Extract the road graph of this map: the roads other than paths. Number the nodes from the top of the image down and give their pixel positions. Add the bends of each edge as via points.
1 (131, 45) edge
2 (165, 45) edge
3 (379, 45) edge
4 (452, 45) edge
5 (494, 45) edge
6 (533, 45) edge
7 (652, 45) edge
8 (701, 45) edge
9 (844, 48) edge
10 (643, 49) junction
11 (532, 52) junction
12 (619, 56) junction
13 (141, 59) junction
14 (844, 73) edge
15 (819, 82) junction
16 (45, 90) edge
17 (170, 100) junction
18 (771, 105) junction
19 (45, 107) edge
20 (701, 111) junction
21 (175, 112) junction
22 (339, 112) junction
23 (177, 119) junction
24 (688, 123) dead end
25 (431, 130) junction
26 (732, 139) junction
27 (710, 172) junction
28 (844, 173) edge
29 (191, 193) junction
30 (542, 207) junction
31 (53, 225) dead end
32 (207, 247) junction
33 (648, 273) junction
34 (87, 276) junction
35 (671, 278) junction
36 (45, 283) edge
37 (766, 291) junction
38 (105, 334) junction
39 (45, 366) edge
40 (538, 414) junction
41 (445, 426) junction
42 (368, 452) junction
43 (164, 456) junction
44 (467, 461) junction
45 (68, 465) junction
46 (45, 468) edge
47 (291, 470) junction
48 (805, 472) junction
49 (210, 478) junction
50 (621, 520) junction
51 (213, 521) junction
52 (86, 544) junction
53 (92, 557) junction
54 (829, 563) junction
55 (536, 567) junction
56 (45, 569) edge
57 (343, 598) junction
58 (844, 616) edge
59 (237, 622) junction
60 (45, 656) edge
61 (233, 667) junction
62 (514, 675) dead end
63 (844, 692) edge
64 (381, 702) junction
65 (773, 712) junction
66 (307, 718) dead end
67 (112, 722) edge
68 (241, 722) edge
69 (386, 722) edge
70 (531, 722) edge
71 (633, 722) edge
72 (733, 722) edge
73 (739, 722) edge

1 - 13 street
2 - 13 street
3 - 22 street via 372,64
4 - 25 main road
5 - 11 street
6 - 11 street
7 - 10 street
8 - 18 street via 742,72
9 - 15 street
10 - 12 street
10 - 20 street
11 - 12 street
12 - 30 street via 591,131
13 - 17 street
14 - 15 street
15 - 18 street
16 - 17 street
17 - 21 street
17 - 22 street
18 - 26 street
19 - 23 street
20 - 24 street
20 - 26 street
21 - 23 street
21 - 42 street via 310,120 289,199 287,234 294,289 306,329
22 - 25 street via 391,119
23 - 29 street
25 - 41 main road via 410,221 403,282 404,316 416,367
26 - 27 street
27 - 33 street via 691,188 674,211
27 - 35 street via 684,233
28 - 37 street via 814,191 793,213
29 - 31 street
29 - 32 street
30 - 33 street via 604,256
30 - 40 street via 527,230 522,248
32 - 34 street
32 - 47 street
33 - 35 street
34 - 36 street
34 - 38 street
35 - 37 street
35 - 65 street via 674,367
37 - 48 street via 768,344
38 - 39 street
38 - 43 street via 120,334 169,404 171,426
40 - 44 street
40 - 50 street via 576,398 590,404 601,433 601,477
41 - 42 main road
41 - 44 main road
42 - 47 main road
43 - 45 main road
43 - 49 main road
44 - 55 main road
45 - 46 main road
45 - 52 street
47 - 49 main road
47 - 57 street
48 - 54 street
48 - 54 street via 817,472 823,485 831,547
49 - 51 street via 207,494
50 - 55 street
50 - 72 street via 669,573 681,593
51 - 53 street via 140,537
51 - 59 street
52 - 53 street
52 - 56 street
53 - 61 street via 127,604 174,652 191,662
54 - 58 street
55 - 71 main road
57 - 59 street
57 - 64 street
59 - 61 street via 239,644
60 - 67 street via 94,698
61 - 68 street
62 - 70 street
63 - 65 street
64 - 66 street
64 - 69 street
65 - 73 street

##########

[Work order] Repeat all the material exactly as it stands.

[Problem solution]
Extract the road graph of this map: the roads other than paths. Number the nodes from the top of the image down and give their pixel positions. Add the bends of each edge as via points.
1 (131, 45) edge
2 (165, 45) edge
3 (379, 45) edge
4 (452, 45) edge
5 (494, 45) edge
6 (533, 45) edge
7 (652, 45) edge
8 (701, 45) edge
9 (844, 48) edge
10 (643, 49) junction
11 (532, 52) junction
12 (619, 56) junction
13 (141, 59) junction
14 (844, 73) edge
15 (819, 82) junction
16 (45, 90) edge
17 (170, 100) junction
18 (771, 105) junction
19 (45, 107) edge
20 (701, 111) junction
21 (175, 112) junction
22 (339, 112) junction
23 (177, 119) junction
24 (688, 123) dead end
25 (431, 130) junction
26 (732, 139) junction
27 (710, 172) junction
28 (844, 173) edge
29 (191, 193) junction
30 (542, 207) junction
31 (53, 225) dead end
32 (207, 247) junction
33 (648, 273) junction
34 (87, 276) junction
35 (671, 278) junction
36 (45, 283) edge
37 (766, 291) junction
38 (105, 334) junction
39 (45, 366) edge
40 (538, 414) junction
41 (445, 426) junction
42 (368, 452) junction
43 (164, 456) junction
44 (467, 461) junction
45 (68, 465) junction
46 (45, 468) edge
47 (291, 470) junction
48 (805, 472) junction
49 (210, 478) junction
50 (621, 520) junction
51 (213, 521) junction
52 (86, 544) junction
53 (92, 557) junction
54 (829, 563) junction
55 (536, 567) junction
56 (45, 569) edge
57 (343, 598) junction
58 (844, 616) edge
59 (237, 622) junction
60 (45, 656) edge
61 (233, 667) junction
62 (514, 675) dead end
63 (844, 692) edge
64 (381, 702) junction
65 (773, 712) junction
66 (307, 718) dead end
67 (112, 722) edge
68 (241, 722) edge
69 (386, 722) edge
70 (531, 722) edge
71 (633, 722) edge
72 (733, 722) edge
73 (739, 722) edge

1 - 13 street
2 - 13 street
3 - 22 street via 372,64
4 - 25 main road
5 - 11 street
6 - 11 street
7 - 10 street
8 - 18 street via 742,72
9 - 15 street
10 - 12 street
10 - 20 street
11 - 12 street
12 - 30 street via 591,131
13 - 17 street
14 - 15 street
15 - 18 street
16 - 17 street
17 - 21 street
17 - 22 street
18 - 26 street
19 - 23 street
20 - 24 street
20 - 26 street
21 - 23 street
21 - 42 street via 310,120 289,199 287,234 294,289 306,329
22 - 25 street via 391,119
23 - 29 street
25 - 41 main road via 410,221 403,282 404,316 416,367
26 - 27 street
27 - 33 street via 691,188 674,211
27 - 35 street via 684,233
28 - 37 street via 814,191 793,213
29 - 31 street
29 - 32 street
30 - 33 street via 604,256
30 - 40 street via 527,230 522,248
32 - 34 street
32 - 47 street
33 - 35 street
34 - 36 street
34 - 38 street
35 - 37 street
35 - 65 street via 674,367
37 - 48 street via 768,344
38 - 39 street
38 - 43 street via 120,334 169,404 171,426
40 - 44 street
40 - 50 street via 576,398 590,404 601,433 601,477
41 - 42 main road
41 - 44 main road
42 - 47 main road
43 - 45 main road
43 - 49 main road
44 - 55 main road
45 - 46 main road
45 - 52 street
47 - 49 main road
47 - 57 street
48 - 54 street
48 - 54 street via 817,472 823,485 831,547
49 - 51 street via 207,494
50 - 55 street
50 - 72 street via 669,573 681,593
51 - 53 street via 140,537
51 - 59 street
52 - 53 street
52 - 56 street
53 - 61 street via 127,604 174,652 191,662
54 - 58 street
55 - 71 main road
57 - 59 street
57 - 64 street
59 - 61 street via 239,644
60 - 67 street via 94,698
61 - 68 street
62 - 70 street
63 - 65 street
64 - 66 street
64 - 69 street
65 - 73 street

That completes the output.